As my London journeys progress, it becomes increasingly evident to me that each trip seems to develop its own themes contrary to any conscious intention of mine.  This could be an effect of the particular terrain covered on the day or external factors such as weather, time of day etc, or it could be due entirely to chance.  Whatever the reason, I find that certain connections seem to form before my very eyes - as Peter Ackroyd wrote in the introduction to Faux Amis "We know everything in the city connects.  Nothing possesses a single or exclusive life."

I have already identified a sporting theme in this journey but running alongside this is a darker narrative dealing with remembrance and death.  At the entrance to a small park, I chance upon a war memorial laden with poppy wreaths.  Turning onto the main road shortly afterwards I come across a mountain of floral tributes heaped at the side of the road - the site of some unknown traffic accident involving a lover of Carlsberg lager.  Moments later I look up and spot a sign for a funeral director.....

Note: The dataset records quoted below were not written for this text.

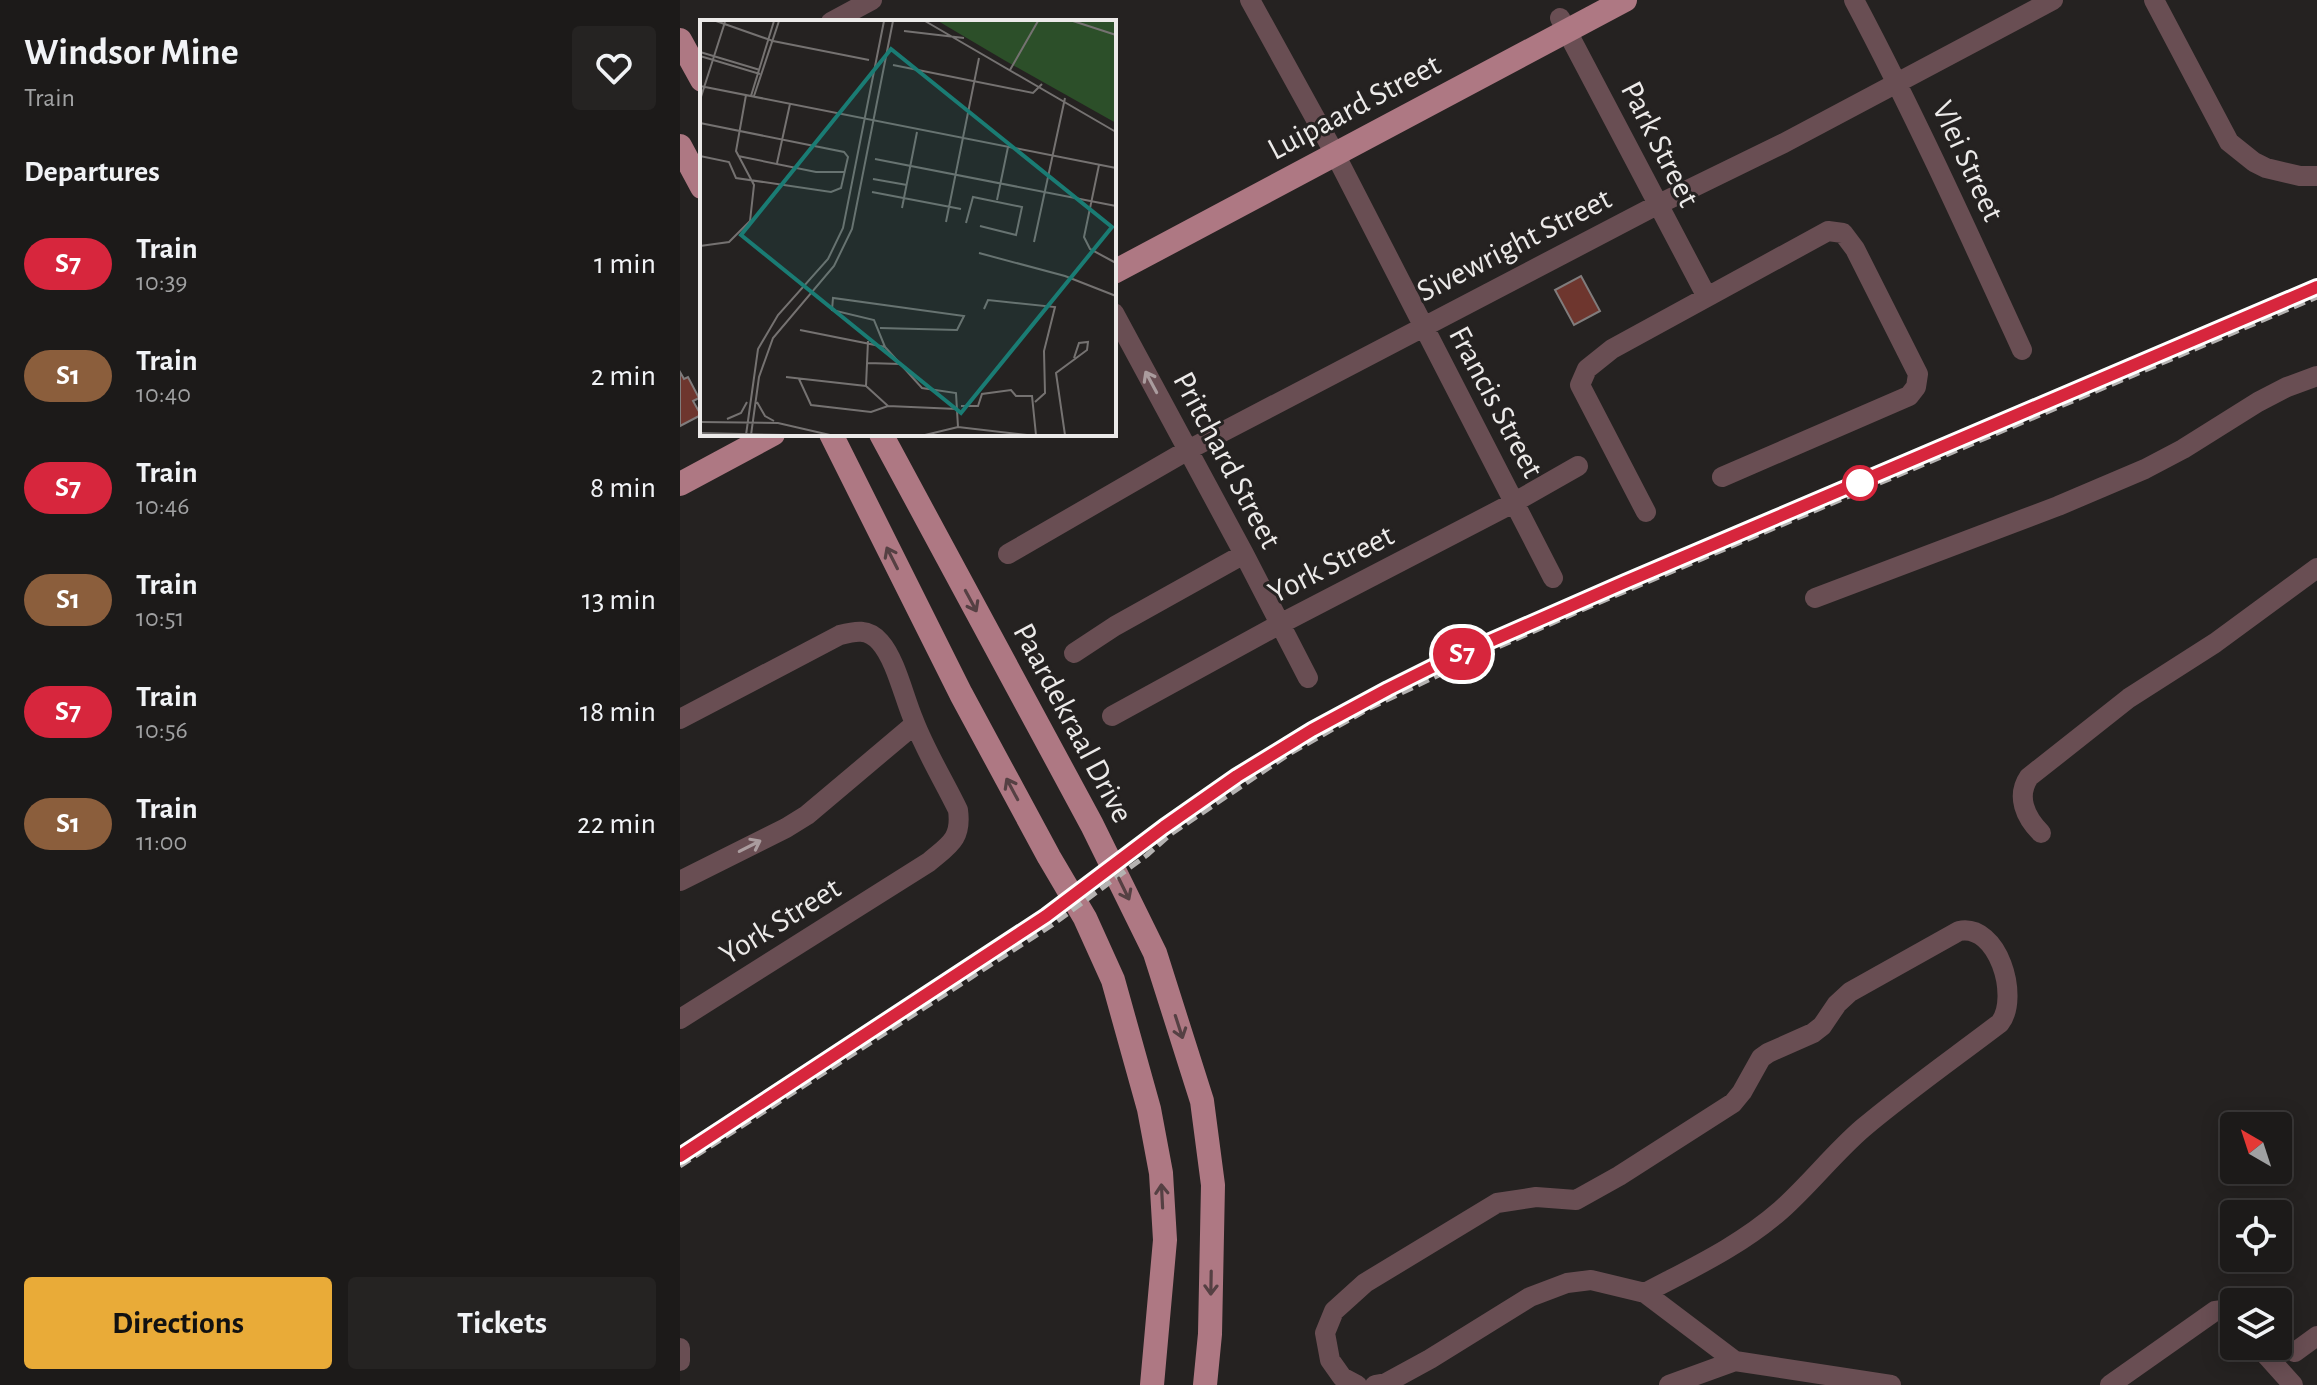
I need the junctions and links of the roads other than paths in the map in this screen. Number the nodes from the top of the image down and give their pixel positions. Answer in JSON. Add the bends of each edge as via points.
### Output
{"nodes":[{"id":1,"x":872,"y":0,"type":"edge"},
{"id":2,"x":1250,"y":0,"type":"edge"},
{"id":3,"x":1594,"y":0,"type":"edge"},
{"id":4,"x":1625,"y":0,"type":"edge"},
{"id":5,"x":1854,"y":0,"type":"edge"},
{"id":6,"x":2053,"y":0,"type":"edge"},
{"id":7,"x":2154,"y":0,"type":"edge"},
{"id":8,"x":835,"y":20,"type":"edge"},
{"id":9,"x":1564,"y":24,"type":"junction"},
{"id":10,"x":680,"y":40,"type":"edge"},
{"id":11,"x":700,"y":76,"type":"edge"},
{"id":12,"x":1897,"y":82,"type":"junction"},
{"id":13,"x":680,"y":146,"type":"edge"},
{"id":14,"x":1331,"y":147,"type":"junction"},
{"id":15,"x":2317,"y":176,"type":"edge"},
{"id":16,"x":700,"y":183,"type":"edge"},
{"id":17,"x":1657,"y":205,"type":"junction"},
{"id":18,"x":1116,"y":252,"type":"edge"},
{"id":19,"x":1116,"y":271,"type":"edge"},
{"id":20,"x":1707,"y":297,"type":"junction"},
{"id":21,"x":1116,"y":317,"type":"edge"},
{"id":22,"x":1422,"y":327,"type":"junction"},
{"id":23,"x":2022,"y":350,"type":"dead end"},
{"id":24,"x":2317,"y":376,"type":"edge"},
{"id":25,"x":769,"y":436,"type":"edge"},
{"id":26,"x":832,"y":436,"type":"edge"},
{"id":27,"x":882,"y":436,"type":"edge"},
{"id":28,"x":1188,"y":450,"type":"junction"},
{"id":29,"x":1578,"y":466,"type":"dead end"},
{"id":30,"x":1722,"y":477,"type":"dead end"},
{"id":31,"x":680,"y":484,"type":"edge"},
{"id":32,"x":1515,"y":502,"type":"junction"},
{"id":33,"x":1646,"y":512,"type":"dead end"},
{"id":34,"x":1008,"y":554,"type":"dead end"},
{"id":35,"x":1244,"y":554,"type":"junction"},
{"id":36,"x":2317,"y":568,"type":"edge"},
{"id":37,"x":1553,"y":578,"type":"dead end"},
{"id":38,"x":1815,"y":598,"type":"dead end"},
{"id":39,"x":1280,"y":624,"type":"junction"},
{"id":40,"x":1074,"y":653,"type":"dead end"},
{"id":41,"x":1308,"y":678,"type":"dead end"},
{"id":42,"x":1112,"y":716,"type":"dead end"},
{"id":43,"x":680,"y":719,"type":"edge"},
{"id":44,"x":915,"y":724,"type":"junction"},
{"id":45,"x":2041,"y":833,"type":"dead end"},
{"id":46,"x":680,"y":881,"type":"edge"},
{"id":47,"x":680,"y":1019,"type":"edge"},
{"id":48,"x":1645,"y":1293,"type":"junction"},
{"id":49,"x":2220,"y":1310,"type":"edge"},
{"id":50,"x":2317,"y":1336,"type":"edge"},
{"id":51,"x":680,"y":1348,"type":"edge"},
{"id":52,"x":2295,"y":1352,"type":"dead end"},
{"id":53,"x":2269,"y":1360,"type":"edge"},
{"id":54,"x":680,"y":1361,"type":"edge"},
{"id":55,"x":1735,"y":1361,"type":"junction"},
{"id":56,"x":1868,"y":1383,"type":"edge"},
{"id":57,"x":2287,"y":1383,"type":"edge"},
{"id":58,"x":1152,"y":1385,"type":"edge"},
{"id":59,"x":1205,"y":1385,"type":"edge"},
{"id":60,"x":1357,"y":1385,"type":"edge"},
{"id":61,"x":1375,"y":1385,"type":"edge"},
{"id":62,"x":1669,"y":1385,"type":"edge"},
{"id":63,"x":1891,"y":1385,"type":"edge"},
{"id":64,"x":2110,"y":1385,"type":"edge"}],
"edges":[{"from":1,"to":8,"type":"street"},
{"from":2,"to":14,"type":"street","name":"Francis Street"},
{"from":3,"to":9,"type":"main road","name":"Luipaard Street"},
{"from":4,"to":9,"type":"main road","name":"Luipaard Street"},
{"from":5,"to":12,"type":"street","name":"Vlei Street"},
{"from":6,"to":12,"type":"street","name":"Sivewright Street"},
{"from":7,"to":15,"type":"street","via":[[2229,142],[2254,162],[2284,173]]},
{"from":9,"to":14,"type":"main road","name":"Luipaard Street"},
{"from":9,"to":17,"type":"street","name":"Park Street"},
{"from":10,"to":11,"type":"main road"},
{"from":12,"to":17,"type":"street","name":"Sivewright Street"},
{"from":12,"to":23,"type":"street","name":"Vlei Street"},
{"from":13,"to":16,"type":"main road"},
{"from":14,"to":18,"type":"main road","name":"Luipaard Street"},
{"from":14,"to":19,"type":"main road","name":"Luipaard Street"},
{"from":14,"to":22,"type":"street","name":"Francis Street"},
{"from":17,"to":20,"type":"street","name":"Park Street"},
{"from":17,"to":22,"type":"street","name":"Sivewright Street"},
{"from":20,"to":30,"type":"street","via":[[1828,231],[1843,233],[1918,374],[1909,396]]},
{"from":20,"to":33,"type":"street","via":[[1612,349],[1587,369],[1580,385]]},
{"from":28,"to":21,"type":"street","name":"Pritchard Street","one_way":true},
{"from":22,"to":28,"type":"street","name":"Sivewright Street"},
{"from":22,"to":32,"type":"street","name":"Francis Street"},
{"from":24,"to":38,"type":"street","via":[[2258,402],[2121,480]]},
{"from":25,"to":31,"type":"main road"},
{"from":58,"to":26,"type":"main road","one_way":true,"via":[[1165,1240],[1161,1173],[1113,980]]},
{"from":27,"to":59,"type":"main road","name":"Paardekraal Drive","one_way":true,"via":[[1092,825],[1155,953],[1202,1101],[1213,1185]]},
{"from":28,"to":34,"type":"street","name":"Sivewright Street"},
{"from":28,"to":35,"type":"street","name":"Pritchard Street"},
{"from":29,"to":32,"type":"street","name":"York Street"},
{"from":32,"to":37,"type":"street","name":"Francis Street"},
{"from":32,"to":39,"type":"street","name":"York Street"},
{"from":35,"to":39,"type":"street","name":"Pritchard Street"},
{"from":35,"to":40,"type":"street"},
{"from":36,"to":45,"type":"street","via":[[2129,698],[2029,777],[2023,803]]},
{"from":39,"to":41,"type":"street","name":"Pritchard Street"},
{"from":39,"to":42,"type":"street","name":"York Street"},
{"from":43,"to":44,"type":"street","via":[[857,631],[880,642]]},
{"from":46,"to":44,"type":"street","one_way":true,"via":[[807,815]]},
{"from":44,"to":47,"type":"street","name":"York Street","via":[[958,810],[957,835],[929,862]]},
{"from":48,"to":55,"type":"street"},
{"from":48,"to":60,"type":"street","via":[[1726,1251],[1779,1212],[1841,1147],[2000,1023],[2007,1011],[2006,980],[1988,941],[1973,930],[1959,931],[1850,992],[1813,1033],[1761,1058],[1733,1103],[1576,1200],[1536,1197],[1497,1203],[1365,1283],[1334,1311],[1325,1333],[1330,1360],[1342,1377]]},
{"from":48,"to":61,"type":"street","via":[[1591,1280],[1567,1283],[1530,1297],[1430,1359]]},
{"from":49,"to":64,"type":"street"},
{"from":50,"to":52,"type":"street"},
{"from":51,"to":54,"type":"street"},
{"from":53,"to":57,"type":"street"},
{"from":55,"to":56,"type":"street"},
{"from":55,"to":62,"type":"street"},
{"from":56,"to":63,"type":"street"}]}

Working my way up the map, at the top of the hill I turn off the road into Chingford Mount Cemetery, a gloriously over-the-top resting place for the dead of the parish, the serried rows of graves decked out in a riot of flowers, stuffed toys and associated memorabilia.  Many of the graves sport photographs of the dead, forever suspended in some moment from happier days, looking out accusingly at the living.  The whole effect is one of rampant sentimentality, touching at first - all those lives snuffed out or cut tragically short, still mourned.  All the outpouring of grief made concrete in words and objects.  But after a while, I begin to feel slightly uneasy, as though I am intruding on some private moment of grief, like a stranger at a funeral.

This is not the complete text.